● **Your objective**: Counting only lines that contain the string "them", how many are there in the data? Say the number alone.
- Opening Delimiter -
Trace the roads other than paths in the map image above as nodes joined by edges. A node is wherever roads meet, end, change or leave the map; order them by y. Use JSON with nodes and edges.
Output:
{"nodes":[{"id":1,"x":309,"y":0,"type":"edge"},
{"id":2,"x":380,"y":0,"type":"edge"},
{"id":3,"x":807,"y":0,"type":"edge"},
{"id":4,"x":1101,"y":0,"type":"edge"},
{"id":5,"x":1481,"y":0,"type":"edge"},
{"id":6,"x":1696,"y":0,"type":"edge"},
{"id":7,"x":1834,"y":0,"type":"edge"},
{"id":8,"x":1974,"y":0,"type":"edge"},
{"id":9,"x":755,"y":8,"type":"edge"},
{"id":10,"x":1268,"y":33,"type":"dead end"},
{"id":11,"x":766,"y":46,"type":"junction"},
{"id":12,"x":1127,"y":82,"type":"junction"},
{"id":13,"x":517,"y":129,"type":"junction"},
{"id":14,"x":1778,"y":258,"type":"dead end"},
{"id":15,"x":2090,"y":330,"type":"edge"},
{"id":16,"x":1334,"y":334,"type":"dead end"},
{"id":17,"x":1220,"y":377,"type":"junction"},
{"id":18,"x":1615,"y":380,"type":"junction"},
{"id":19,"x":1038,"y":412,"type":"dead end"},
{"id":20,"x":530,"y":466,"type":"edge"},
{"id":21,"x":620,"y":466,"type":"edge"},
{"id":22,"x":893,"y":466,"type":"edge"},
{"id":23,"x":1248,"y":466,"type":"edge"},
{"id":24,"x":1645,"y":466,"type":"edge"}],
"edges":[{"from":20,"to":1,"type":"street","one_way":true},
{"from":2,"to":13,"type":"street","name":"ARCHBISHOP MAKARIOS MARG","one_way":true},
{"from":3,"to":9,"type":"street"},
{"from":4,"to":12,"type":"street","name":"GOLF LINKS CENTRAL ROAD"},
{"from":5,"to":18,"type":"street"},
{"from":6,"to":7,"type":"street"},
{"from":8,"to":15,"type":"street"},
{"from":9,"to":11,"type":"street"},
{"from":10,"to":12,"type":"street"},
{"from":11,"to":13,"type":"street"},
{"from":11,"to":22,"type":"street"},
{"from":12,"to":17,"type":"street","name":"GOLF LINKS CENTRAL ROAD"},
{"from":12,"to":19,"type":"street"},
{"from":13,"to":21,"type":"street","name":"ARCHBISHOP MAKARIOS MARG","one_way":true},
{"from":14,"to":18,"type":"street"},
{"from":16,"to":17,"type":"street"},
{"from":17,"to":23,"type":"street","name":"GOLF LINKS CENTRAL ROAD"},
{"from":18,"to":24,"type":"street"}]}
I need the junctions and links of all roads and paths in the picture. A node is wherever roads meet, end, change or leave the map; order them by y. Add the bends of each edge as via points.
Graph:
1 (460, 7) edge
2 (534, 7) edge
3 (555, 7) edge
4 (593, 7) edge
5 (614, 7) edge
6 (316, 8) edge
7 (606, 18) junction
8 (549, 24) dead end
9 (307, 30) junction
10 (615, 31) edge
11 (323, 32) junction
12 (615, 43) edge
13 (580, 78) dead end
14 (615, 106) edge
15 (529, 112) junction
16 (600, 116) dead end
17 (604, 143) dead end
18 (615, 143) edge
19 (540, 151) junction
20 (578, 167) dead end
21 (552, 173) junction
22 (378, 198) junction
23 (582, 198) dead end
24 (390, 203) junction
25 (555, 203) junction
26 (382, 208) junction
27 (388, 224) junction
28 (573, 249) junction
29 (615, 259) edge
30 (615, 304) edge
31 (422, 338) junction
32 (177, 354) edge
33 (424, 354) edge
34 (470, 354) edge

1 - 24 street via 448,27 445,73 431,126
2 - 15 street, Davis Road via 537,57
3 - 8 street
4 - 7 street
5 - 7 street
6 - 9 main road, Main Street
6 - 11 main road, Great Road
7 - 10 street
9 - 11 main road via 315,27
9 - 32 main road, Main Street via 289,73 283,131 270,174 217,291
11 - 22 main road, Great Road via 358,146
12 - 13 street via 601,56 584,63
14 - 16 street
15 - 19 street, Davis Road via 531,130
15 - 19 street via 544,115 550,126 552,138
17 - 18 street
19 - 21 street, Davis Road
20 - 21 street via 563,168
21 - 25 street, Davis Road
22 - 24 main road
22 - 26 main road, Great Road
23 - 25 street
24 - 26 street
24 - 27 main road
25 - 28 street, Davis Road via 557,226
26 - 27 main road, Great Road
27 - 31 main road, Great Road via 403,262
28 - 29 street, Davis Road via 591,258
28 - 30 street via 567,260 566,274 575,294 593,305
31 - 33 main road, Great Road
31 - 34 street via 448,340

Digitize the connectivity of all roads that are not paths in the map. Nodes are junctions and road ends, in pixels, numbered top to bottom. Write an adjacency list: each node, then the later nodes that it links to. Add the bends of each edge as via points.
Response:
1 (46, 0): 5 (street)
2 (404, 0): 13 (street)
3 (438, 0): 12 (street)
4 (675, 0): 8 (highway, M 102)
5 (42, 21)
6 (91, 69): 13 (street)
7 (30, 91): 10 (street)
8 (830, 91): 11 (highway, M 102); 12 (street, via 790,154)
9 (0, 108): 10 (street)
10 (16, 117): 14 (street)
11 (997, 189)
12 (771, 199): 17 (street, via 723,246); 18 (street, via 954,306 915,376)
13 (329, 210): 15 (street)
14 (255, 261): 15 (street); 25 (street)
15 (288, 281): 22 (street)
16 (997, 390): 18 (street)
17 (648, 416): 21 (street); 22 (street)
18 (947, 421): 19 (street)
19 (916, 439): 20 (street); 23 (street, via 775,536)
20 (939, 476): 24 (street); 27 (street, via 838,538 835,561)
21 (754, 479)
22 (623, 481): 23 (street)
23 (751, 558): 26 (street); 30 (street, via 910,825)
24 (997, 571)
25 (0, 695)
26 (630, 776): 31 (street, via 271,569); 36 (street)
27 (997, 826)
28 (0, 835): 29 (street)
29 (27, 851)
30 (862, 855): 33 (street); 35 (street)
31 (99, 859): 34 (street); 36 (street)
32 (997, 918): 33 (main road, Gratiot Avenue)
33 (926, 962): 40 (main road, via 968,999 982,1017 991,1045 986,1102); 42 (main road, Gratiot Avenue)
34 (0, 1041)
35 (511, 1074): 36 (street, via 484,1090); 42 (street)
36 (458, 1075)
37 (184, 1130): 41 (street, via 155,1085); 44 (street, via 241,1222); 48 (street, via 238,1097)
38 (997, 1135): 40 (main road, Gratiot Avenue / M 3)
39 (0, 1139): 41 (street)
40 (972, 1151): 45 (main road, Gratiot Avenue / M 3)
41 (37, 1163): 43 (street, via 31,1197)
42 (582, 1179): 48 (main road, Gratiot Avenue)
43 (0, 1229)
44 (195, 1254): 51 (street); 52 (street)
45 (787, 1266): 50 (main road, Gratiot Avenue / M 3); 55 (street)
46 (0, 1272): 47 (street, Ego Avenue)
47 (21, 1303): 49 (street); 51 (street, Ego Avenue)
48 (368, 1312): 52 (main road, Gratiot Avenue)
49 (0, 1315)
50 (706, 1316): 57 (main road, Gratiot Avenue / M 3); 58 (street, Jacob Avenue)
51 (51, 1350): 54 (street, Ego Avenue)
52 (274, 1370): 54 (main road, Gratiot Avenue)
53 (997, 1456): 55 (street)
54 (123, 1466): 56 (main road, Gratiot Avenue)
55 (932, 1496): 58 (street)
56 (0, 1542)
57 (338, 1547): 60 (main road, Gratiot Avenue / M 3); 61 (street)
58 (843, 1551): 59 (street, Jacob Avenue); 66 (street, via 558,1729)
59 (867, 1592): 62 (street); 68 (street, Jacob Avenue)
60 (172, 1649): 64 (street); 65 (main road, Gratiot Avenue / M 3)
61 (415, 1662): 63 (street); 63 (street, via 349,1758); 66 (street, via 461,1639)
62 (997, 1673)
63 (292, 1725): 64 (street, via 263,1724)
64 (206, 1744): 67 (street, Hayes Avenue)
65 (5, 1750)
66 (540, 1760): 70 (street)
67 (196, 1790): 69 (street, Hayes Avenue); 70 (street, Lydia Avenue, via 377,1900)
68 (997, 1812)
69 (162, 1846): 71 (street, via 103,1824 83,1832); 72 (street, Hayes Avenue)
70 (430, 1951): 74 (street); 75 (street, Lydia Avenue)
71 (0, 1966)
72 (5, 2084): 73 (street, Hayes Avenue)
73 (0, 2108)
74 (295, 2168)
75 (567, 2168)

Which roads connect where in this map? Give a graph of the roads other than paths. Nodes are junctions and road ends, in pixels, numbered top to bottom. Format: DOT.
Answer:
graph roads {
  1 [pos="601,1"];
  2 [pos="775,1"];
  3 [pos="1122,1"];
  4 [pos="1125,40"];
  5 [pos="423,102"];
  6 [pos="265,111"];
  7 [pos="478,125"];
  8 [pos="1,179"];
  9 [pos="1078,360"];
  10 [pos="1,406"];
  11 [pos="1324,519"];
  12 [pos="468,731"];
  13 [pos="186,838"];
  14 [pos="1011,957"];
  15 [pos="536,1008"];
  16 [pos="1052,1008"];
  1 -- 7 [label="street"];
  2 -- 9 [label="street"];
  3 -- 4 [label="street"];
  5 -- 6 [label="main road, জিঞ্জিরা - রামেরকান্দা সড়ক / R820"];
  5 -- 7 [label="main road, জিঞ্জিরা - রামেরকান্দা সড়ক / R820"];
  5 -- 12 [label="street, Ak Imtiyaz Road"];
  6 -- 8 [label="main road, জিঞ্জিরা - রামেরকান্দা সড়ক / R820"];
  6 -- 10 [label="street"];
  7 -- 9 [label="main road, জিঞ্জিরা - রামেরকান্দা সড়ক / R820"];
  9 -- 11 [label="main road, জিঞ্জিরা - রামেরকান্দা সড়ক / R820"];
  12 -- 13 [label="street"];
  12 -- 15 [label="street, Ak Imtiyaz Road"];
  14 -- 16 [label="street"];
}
- Closing Delimiter -
● **Response to this exercise**: 2